- Exercise aim
Reproduce the listing that follows, unchanged and complete.
(Data extracts begins)
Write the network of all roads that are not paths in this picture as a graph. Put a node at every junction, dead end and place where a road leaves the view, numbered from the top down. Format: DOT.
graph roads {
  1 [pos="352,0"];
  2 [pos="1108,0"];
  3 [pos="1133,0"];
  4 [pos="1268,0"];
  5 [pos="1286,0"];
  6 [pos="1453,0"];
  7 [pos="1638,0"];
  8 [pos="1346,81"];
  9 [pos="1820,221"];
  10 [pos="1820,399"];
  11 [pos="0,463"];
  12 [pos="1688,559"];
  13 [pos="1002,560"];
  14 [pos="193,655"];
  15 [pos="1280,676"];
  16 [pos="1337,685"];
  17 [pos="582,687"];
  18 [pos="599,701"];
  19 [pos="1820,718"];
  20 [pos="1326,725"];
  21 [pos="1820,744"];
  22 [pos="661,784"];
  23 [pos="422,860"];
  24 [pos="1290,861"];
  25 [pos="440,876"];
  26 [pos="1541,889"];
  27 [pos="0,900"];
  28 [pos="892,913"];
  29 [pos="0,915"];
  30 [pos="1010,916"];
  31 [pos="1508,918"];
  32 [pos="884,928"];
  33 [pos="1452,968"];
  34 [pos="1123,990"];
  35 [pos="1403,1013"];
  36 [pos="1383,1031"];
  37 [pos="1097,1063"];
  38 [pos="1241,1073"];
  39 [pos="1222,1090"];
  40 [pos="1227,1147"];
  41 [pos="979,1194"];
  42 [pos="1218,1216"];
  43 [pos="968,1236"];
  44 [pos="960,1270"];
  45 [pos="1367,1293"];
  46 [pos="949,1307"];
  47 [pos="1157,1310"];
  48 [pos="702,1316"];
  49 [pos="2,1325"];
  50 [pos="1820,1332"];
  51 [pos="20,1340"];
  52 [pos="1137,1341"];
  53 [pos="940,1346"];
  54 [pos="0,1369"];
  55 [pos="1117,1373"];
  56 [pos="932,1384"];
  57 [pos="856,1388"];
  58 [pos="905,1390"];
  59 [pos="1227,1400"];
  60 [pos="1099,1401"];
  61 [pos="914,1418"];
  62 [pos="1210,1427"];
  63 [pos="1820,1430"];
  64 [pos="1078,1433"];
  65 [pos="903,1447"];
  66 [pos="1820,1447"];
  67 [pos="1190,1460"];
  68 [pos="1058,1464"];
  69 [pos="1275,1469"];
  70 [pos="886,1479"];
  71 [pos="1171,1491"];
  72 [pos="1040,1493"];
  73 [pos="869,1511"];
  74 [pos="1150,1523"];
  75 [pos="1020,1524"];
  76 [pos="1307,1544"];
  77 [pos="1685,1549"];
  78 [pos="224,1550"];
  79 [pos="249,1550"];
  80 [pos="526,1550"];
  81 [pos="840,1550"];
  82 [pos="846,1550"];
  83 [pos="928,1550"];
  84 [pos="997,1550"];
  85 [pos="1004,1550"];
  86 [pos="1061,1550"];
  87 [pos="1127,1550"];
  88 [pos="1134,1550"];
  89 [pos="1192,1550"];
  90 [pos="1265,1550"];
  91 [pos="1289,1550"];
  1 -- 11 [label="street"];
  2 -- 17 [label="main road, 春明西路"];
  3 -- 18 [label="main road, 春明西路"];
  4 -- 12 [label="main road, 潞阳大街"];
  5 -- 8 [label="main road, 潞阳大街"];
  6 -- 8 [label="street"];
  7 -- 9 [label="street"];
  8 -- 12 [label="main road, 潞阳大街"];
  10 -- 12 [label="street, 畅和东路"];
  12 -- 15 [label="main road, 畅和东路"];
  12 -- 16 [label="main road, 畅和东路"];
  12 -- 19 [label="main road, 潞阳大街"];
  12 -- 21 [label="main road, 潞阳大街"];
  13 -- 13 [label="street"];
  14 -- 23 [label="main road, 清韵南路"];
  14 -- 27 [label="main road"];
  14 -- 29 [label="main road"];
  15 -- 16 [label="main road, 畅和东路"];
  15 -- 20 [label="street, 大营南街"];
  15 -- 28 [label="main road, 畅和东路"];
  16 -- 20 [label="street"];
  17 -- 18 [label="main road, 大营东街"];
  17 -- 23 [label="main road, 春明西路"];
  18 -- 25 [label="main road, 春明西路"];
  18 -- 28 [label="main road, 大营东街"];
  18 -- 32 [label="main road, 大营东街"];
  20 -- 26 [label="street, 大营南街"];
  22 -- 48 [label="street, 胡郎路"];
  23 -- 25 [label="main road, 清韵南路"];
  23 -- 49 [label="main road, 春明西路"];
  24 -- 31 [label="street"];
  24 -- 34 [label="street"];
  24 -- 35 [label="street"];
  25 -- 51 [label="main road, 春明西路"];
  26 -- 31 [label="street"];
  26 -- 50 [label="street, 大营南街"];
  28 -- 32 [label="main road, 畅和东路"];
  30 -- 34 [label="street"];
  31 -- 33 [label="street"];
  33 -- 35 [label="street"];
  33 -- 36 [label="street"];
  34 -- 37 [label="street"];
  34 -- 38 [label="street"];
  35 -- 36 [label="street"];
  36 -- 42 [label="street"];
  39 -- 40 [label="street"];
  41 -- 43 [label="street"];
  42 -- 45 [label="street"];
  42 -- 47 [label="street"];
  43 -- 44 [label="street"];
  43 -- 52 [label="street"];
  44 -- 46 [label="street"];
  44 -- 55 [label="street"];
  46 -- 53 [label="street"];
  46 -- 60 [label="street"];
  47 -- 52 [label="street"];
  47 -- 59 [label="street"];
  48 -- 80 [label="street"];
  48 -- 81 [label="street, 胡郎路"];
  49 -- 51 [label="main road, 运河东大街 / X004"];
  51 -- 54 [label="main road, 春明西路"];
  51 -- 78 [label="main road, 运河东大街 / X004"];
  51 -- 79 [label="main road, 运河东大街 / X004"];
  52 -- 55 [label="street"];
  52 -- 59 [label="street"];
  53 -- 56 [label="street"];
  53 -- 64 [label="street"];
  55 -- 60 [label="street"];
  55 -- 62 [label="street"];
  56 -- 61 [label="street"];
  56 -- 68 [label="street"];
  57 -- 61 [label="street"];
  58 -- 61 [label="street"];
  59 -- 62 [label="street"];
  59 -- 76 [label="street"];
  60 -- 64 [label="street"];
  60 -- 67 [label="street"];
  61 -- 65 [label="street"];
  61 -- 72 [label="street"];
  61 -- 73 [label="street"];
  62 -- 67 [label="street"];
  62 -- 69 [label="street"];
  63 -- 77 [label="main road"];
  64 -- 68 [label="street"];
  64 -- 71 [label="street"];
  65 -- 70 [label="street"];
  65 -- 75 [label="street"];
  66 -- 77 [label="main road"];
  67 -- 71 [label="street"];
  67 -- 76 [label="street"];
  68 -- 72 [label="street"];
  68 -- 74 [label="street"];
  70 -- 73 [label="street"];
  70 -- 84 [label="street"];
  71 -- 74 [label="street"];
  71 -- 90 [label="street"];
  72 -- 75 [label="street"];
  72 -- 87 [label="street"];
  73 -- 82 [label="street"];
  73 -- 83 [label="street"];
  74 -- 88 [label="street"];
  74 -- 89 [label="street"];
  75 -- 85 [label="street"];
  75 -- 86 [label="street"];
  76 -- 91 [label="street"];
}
(Data extracts ends)
- Solution
Write the network of all roads that are not paths in this picture as a graph. Put a node at every junction, dead end and place where a road leaves the view, numbered from the top down. Format: DOT.
graph roads {
  1 [pos="352,0"];
  2 [pos="1108,0"];
  3 [pos="1133,0"];
  4 [pos="1268,0"];
  5 [pos="1286,0"];
  6 [pos="1453,0"];
  7 [pos="1638,0"];
  8 [pos="1346,81"];
  9 [pos="1820,221"];
  10 [pos="1820,399"];
  11 [pos="0,463"];
  12 [pos="1688,559"];
  13 [pos="1002,560"];
  14 [pos="193,655"];
  15 [pos="1280,676"];
  16 [pos="1337,685"];
  17 [pos="582,687"];
  18 [pos="599,701"];
  19 [pos="1820,718"];
  20 [pos="1326,725"];
  21 [pos="1820,744"];
  22 [pos="661,784"];
  23 [pos="422,860"];
  24 [pos="1290,861"];
  25 [pos="440,876"];
  26 [pos="1541,889"];
  27 [pos="0,900"];
  28 [pos="892,913"];
  29 [pos="0,915"];
  30 [pos="1010,916"];
  31 [pos="1508,918"];
  32 [pos="884,928"];
  33 [pos="1452,968"];
  34 [pos="1123,990"];
  35 [pos="1403,1013"];
  36 [pos="1383,1031"];
  37 [pos="1097,1063"];
  38 [pos="1241,1073"];
  39 [pos="1222,1090"];
  40 [pos="1227,1147"];
  41 [pos="979,1194"];
  42 [pos="1218,1216"];
  43 [pos="968,1236"];
  44 [pos="960,1270"];
  45 [pos="1367,1293"];
  46 [pos="949,1307"];
  47 [pos="1157,1310"];
  48 [pos="702,1316"];
  49 [pos="2,1325"];
  50 [pos="1820,1332"];
  51 [pos="20,1340"];
  52 [pos="1137,1341"];
  53 [pos="940,1346"];
  54 [pos="0,1369"];
  55 [pos="1117,1373"];
  56 [pos="932,1384"];
  57 [pos="856,1388"];
  58 [pos="905,1390"];
  59 [pos="1227,1400"];
  60 [pos="1099,1401"];
  61 [pos="914,1418"];
  62 [pos="1210,1427"];
  63 [pos="1820,1430"];
  64 [pos="1078,1433"];
  65 [pos="903,1447"];
  66 [pos="1820,1447"];
  67 [pos="1190,1460"];
  68 [pos="1058,1464"];
  69 [pos="1275,1469"];
  70 [pos="886,1479"];
  71 [pos="1171,1491"];
  72 [pos="1040,1493"];
  73 [pos="869,1511"];
  74 [pos="1150,1523"];
  75 [pos="1020,1524"];
  76 [pos="1307,1544"];
  77 [pos="1685,1549"];
  78 [pos="224,1550"];
  79 [pos="249,1550"];
  80 [pos="526,1550"];
  81 [pos="840,1550"];
  82 [pos="846,1550"];
  83 [pos="928,1550"];
  84 [pos="997,1550"];
  85 [pos="1004,1550"];
  86 [pos="1061,1550"];
  87 [pos="1127,1550"];
  88 [pos="1134,1550"];
  89 [pos="1192,1550"];
  90 [pos="1265,1550"];
  91 [pos="1289,1550"];
  1 -- 11 [label="street"];
  2 -- 17 [label="main road, 春明西路"];
  3 -- 18 [label="main road, 春明西路"];
  4 -- 12 [label="main road, 潞阳大街"];
  5 -- 8 [label="main road, 潞阳大街"];
  6 -- 8 [label="street"];
  7 -- 9 [label="street"];
  8 -- 12 [label="main road, 潞阳大街"];
  10 -- 12 [label="street, 畅和东路"];
  12 -- 15 [label="main road, 畅和东路"];
  12 -- 16 [label="main road, 畅和东路"];
  12 -- 19 [label="main road, 潞阳大街"];
  12 -- 21 [label="main road, 潞阳大街"];
  13 -- 13 [label="street"];
  14 -- 23 [label="main road, 清韵南路"];
  14 -- 27 [label="main road"];
  14 -- 29 [label="main road"];
  15 -- 16 [label="main road, 畅和东路"];
  15 -- 20 [label="street, 大营南街"];
  15 -- 28 [label="main road, 畅和东路"];
  16 -- 20 [label="street"];
  17 -- 18 [label="main road, 大营东街"];
  17 -- 23 [label="main road, 春明西路"];
  18 -- 25 [label="main road, 春明西路"];
  18 -- 28 [label="main road, 大营东街"];
  18 -- 32 [label="main road, 大营东街"];
  20 -- 26 [label="street, 大营南街"];
  22 -- 48 [label="street, 胡郎路"];
  23 -- 25 [label="main road, 清韵南路"];
  23 -- 49 [label="main road, 春明西路"];
  24 -- 31 [label="street"];
  24 -- 34 [label="street"];
  24 -- 35 [label="street"];
  25 -- 51 [label="main road, 春明西路"];
  26 -- 31 [label="street"];
  26 -- 50 [label="street, 大营南街"];
  28 -- 32 [label="main road, 畅和东路"];
  30 -- 34 [label="street"];
  31 -- 33 [label="street"];
  33 -- 35 [label="street"];
  33 -- 36 [label="street"];
  34 -- 37 [label="street"];
  34 -- 38 [label="street"];
  35 -- 36 [label="street"];
  36 -- 42 [label="street"];
  39 -- 40 [label="street"];
  41 -- 43 [label="street"];
  42 -- 45 [label="street"];
  42 -- 47 [label="street"];
  43 -- 44 [label="street"];
  43 -- 52 [label="street"];
  44 -- 46 [label="street"];
  44 -- 55 [label="street"];
  46 -- 53 [label="street"];
  46 -- 60 [label="street"];
  47 -- 52 [label="street"];
  47 -- 59 [label="street"];
  48 -- 80 [label="street"];
  48 -- 81 [label="street, 胡郎路"];
  49 -- 51 [label="main road, 运河东大街 / X004"];
  51 -- 54 [label="main road, 春明西路"];
  51 -- 78 [label="main road, 运河东大街 / X004"];
  51 -- 79 [label="main road, 运河东大街 / X004"];
  52 -- 55 [label="street"];
  52 -- 59 [label="street"];
  53 -- 56 [label="street"];
  53 -- 64 [label="street"];
  55 -- 60 [label="street"];
  55 -- 62 [label="street"];
  56 -- 61 [label="street"];
  56 -- 68 [label="street"];
  57 -- 61 [label="street"];
  58 -- 61 [label="street"];
  59 -- 62 [label="street"];
  59 -- 76 [label="street"];
  60 -- 64 [label="street"];
  60 -- 67 [label="street"];
  61 -- 65 [label="street"];
  61 -- 72 [label="street"];
  61 -- 73 [label="street"];
  62 -- 67 [label="street"];
  62 -- 69 [label="street"];
  63 -- 77 [label="main road"];
  64 -- 68 [label="street"];
  64 -- 71 [label="street"];
  65 -- 70 [label="street"];
  65 -- 75 [label="street"];
  66 -- 77 [label="main road"];
  67 -- 71 [label="street"];
  67 -- 76 [label="street"];
  68 -- 72 [label="street"];
  68 -- 74 [label="street"];
  70 -- 73 [label="street"];
  70 -- 84 [label="street"];
  71 -- 74 [label="street"];
  71 -- 90 [label="street"];
  72 -- 75 [label="street"];
  72 -- 87 [label="street"];
  73 -- 82 [label="street"];
  73 -- 83 [label="street"];
  74 -- 88 [label="street"];
  74 -- 89 [label="street"];
  75 -- 85 [label="street"];
  75 -- 86 [label="street"];
  76 -- 91 [label="street"];
}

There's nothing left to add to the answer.